Records provided:
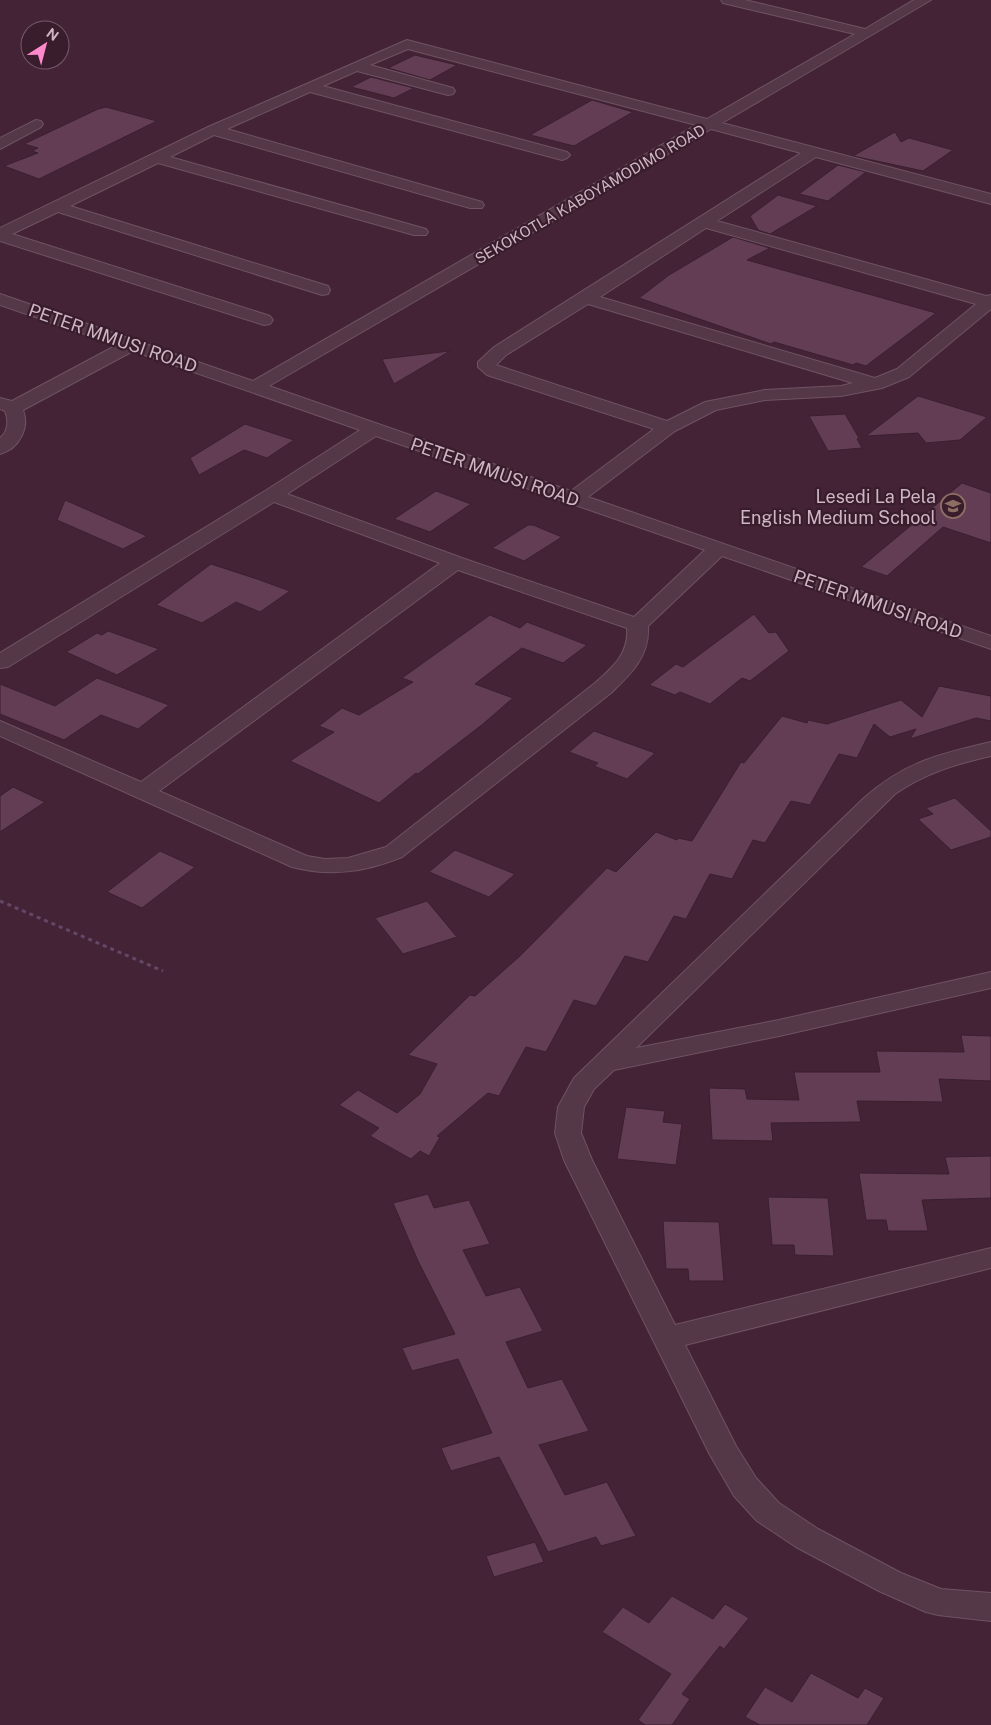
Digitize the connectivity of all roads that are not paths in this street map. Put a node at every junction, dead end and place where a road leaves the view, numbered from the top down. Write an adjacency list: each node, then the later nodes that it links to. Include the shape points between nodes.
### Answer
...
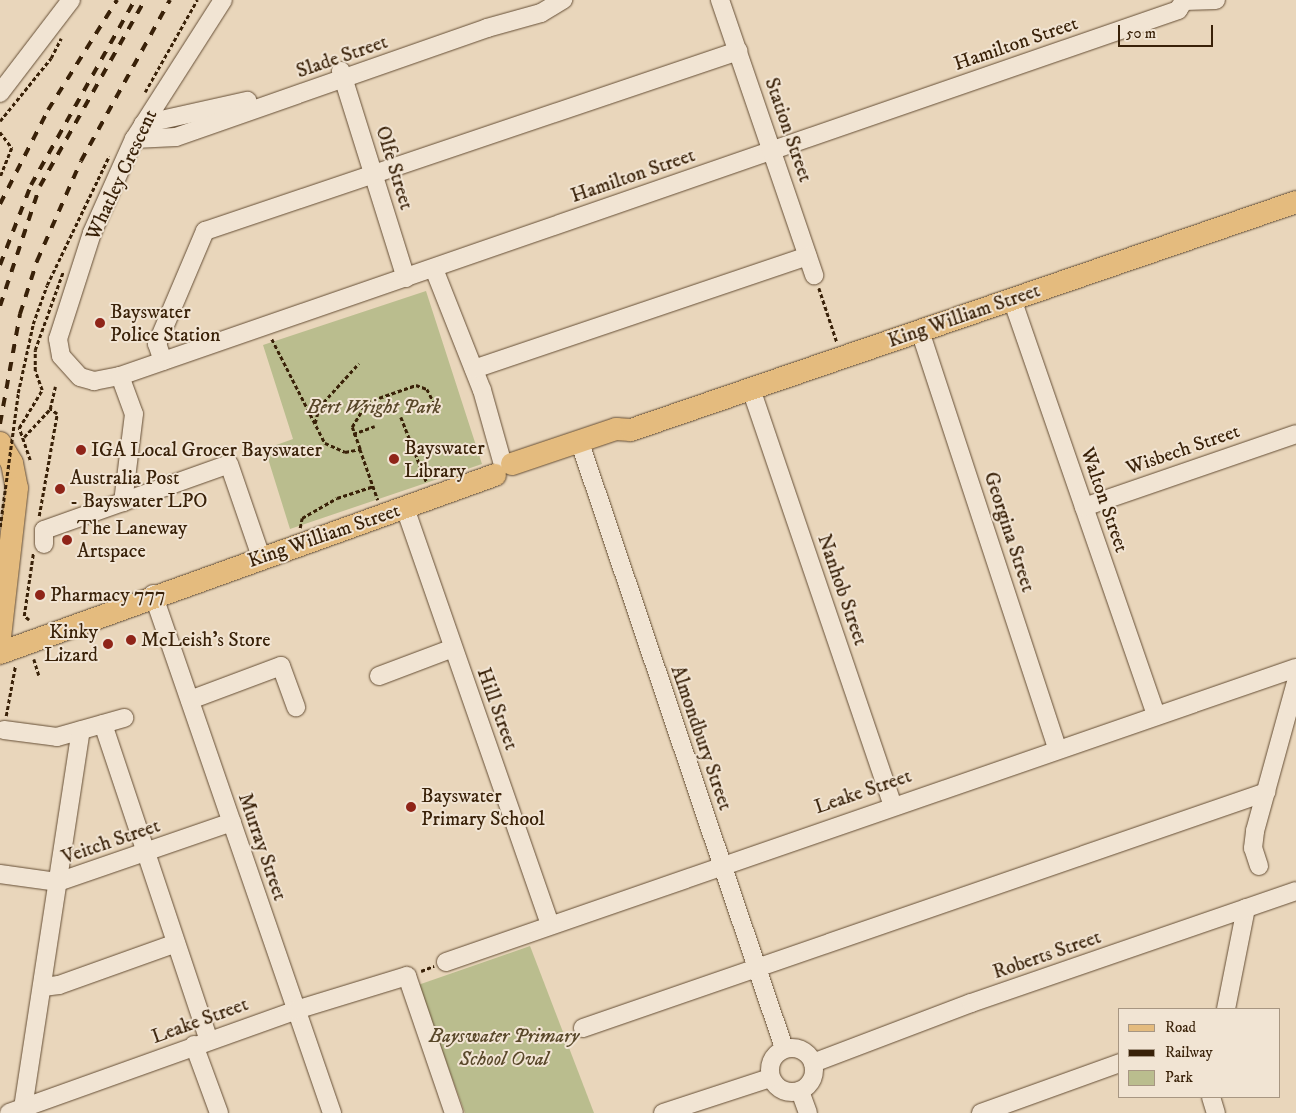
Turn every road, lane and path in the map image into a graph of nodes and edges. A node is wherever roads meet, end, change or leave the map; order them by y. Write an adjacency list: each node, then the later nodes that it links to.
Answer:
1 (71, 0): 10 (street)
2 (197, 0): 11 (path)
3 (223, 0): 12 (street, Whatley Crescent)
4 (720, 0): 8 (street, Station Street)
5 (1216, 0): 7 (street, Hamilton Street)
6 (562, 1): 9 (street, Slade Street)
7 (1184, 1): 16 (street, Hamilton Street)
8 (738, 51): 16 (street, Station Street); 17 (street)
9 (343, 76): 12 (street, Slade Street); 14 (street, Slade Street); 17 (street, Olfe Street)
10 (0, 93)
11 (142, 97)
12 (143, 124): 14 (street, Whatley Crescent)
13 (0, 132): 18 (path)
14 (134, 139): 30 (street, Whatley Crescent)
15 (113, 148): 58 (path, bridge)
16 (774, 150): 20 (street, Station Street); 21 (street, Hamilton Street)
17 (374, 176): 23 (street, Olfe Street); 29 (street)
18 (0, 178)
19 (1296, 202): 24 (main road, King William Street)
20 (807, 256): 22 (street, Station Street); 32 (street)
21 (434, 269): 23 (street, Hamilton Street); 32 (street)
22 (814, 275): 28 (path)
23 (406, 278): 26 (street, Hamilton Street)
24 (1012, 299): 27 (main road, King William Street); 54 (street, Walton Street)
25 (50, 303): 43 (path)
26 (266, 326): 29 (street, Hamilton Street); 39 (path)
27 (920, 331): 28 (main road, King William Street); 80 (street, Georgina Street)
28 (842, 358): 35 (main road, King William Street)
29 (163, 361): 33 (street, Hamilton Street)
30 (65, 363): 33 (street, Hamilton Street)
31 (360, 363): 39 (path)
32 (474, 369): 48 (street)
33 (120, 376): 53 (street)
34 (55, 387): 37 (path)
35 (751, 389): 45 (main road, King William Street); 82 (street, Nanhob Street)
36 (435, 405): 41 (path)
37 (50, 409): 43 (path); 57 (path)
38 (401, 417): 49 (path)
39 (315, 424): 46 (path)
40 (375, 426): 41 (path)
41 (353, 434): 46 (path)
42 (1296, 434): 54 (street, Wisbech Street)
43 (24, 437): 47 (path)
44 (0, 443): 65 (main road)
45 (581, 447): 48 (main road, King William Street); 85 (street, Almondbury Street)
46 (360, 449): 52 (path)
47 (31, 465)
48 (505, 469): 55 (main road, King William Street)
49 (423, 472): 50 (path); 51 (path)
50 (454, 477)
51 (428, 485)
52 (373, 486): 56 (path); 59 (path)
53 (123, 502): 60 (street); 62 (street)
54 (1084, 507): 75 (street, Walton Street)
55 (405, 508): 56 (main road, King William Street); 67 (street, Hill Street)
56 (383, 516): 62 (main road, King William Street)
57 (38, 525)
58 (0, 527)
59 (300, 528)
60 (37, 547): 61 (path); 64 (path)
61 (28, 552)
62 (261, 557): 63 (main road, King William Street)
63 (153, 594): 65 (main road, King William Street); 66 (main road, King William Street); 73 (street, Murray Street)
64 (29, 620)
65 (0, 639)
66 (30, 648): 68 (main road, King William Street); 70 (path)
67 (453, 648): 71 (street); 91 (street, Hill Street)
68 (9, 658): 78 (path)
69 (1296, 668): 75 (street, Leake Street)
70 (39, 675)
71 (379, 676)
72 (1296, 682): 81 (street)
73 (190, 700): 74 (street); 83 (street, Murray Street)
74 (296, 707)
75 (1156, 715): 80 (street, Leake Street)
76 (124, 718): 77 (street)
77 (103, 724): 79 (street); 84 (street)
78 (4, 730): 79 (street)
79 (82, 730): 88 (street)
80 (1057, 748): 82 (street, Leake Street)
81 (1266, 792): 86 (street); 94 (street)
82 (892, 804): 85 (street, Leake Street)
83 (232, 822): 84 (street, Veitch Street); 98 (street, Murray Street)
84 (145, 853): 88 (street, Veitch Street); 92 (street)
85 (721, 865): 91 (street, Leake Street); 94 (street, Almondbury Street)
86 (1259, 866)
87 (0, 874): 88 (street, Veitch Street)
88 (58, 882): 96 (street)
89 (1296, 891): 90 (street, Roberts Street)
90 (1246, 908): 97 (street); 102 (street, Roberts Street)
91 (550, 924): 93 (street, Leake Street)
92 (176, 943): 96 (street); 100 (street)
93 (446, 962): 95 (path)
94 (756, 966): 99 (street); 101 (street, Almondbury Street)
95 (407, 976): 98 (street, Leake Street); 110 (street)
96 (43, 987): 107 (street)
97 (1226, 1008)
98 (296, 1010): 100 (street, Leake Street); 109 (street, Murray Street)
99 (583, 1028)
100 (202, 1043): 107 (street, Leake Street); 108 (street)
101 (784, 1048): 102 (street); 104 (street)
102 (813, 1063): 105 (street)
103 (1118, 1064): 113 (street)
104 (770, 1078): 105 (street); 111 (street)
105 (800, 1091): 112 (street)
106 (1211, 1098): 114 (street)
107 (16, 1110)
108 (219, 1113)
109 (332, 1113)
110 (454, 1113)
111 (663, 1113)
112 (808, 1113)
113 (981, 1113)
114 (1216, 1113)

Problem: The expected answer is only a number: the count of lines in this listing that contain the string "every".

Final answer: 2